== TASK DIRECTIONS ==
Every line of the records below that holds the word "street" should be copied out.

START EXTRACTED RECORDS

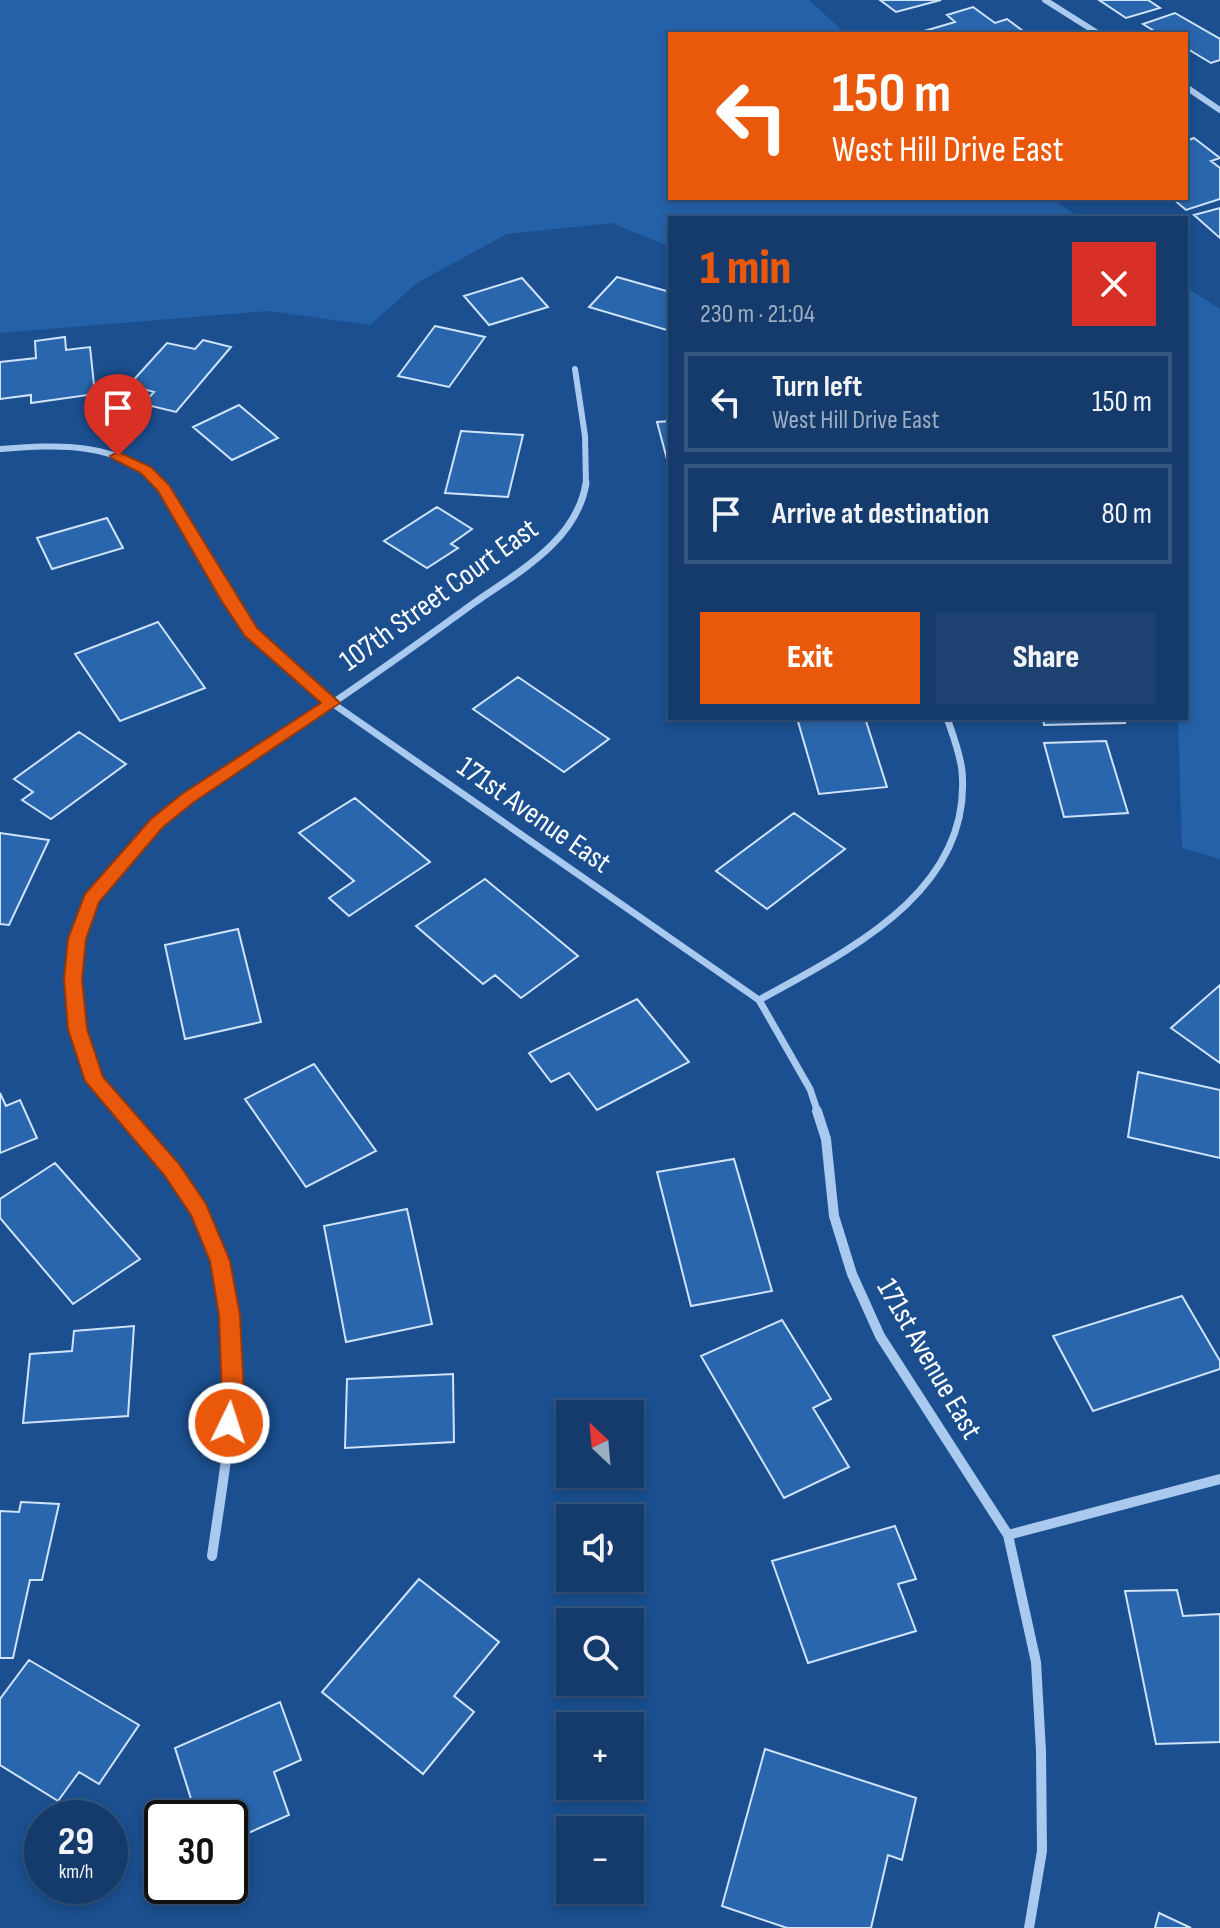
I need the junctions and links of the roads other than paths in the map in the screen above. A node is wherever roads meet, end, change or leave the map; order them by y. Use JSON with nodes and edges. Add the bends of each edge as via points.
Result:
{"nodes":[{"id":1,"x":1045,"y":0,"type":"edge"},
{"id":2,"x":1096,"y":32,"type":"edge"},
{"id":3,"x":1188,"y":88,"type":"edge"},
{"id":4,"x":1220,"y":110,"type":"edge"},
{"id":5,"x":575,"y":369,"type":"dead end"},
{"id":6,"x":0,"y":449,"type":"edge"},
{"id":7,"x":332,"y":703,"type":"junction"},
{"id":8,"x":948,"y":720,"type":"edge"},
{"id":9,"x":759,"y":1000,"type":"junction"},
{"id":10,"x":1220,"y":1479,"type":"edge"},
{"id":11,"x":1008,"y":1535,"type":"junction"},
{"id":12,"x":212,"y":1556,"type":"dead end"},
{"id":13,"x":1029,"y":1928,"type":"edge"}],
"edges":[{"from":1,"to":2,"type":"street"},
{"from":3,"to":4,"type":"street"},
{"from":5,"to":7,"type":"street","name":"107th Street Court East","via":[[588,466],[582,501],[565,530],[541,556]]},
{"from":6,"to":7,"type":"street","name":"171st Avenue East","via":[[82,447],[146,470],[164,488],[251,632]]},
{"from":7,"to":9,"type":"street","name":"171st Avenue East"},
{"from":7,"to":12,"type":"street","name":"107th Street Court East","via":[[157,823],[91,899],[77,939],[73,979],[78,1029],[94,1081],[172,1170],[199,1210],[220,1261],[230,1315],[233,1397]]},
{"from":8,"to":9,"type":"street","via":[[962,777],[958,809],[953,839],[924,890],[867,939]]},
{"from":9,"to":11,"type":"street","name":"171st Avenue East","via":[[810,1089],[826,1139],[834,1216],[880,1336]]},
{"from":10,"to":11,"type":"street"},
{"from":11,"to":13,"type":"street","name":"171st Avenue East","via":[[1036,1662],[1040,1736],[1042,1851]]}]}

END EXTRACTED RECORDS

== RESULT FOR THIS TASK ==
"edges":[{"from":1,"to":2,"type":"street"},
{"from":3,"to":4,"type":"street"},
{"from":5,"to":7,"type":"street","name":"107th Street Court East","via":[[588,466],[582,501],[565,530],[541,556]]},
{"from":6,"to":7,"type":"street","name":"171st Avenue East","via":[[82,447],[146,470],[164,488],[251,632]]},
{"from":7,"to":9,"type":"street","name":"171st Avenue East"},
{"from":7,"to":12,"type":"street","name":"107th Street Court East","via":[[157,823],[91,899],[77,939],[73,979],[78,1029],[94,1081],[172,1170],[199,1210],[220,1261],[230,1315],[233,1397]]},
{"from":8,"to":9,"type":"street","via":[[962,777],[958,809],[953,839],[924,890],[867,939]]},
{"from":9,"to":11,"type":"street","name":"171st Avenue East","via":[[810,1089],[826,1139],[834,1216],[880,1336]]},
{"from":10,"to":11,"type":"street"},
{"from":11,"to":13,"type":"street","name":"171st Avenue East","via":[[1036,1662],[1040,1736],[1042,1851]]}]}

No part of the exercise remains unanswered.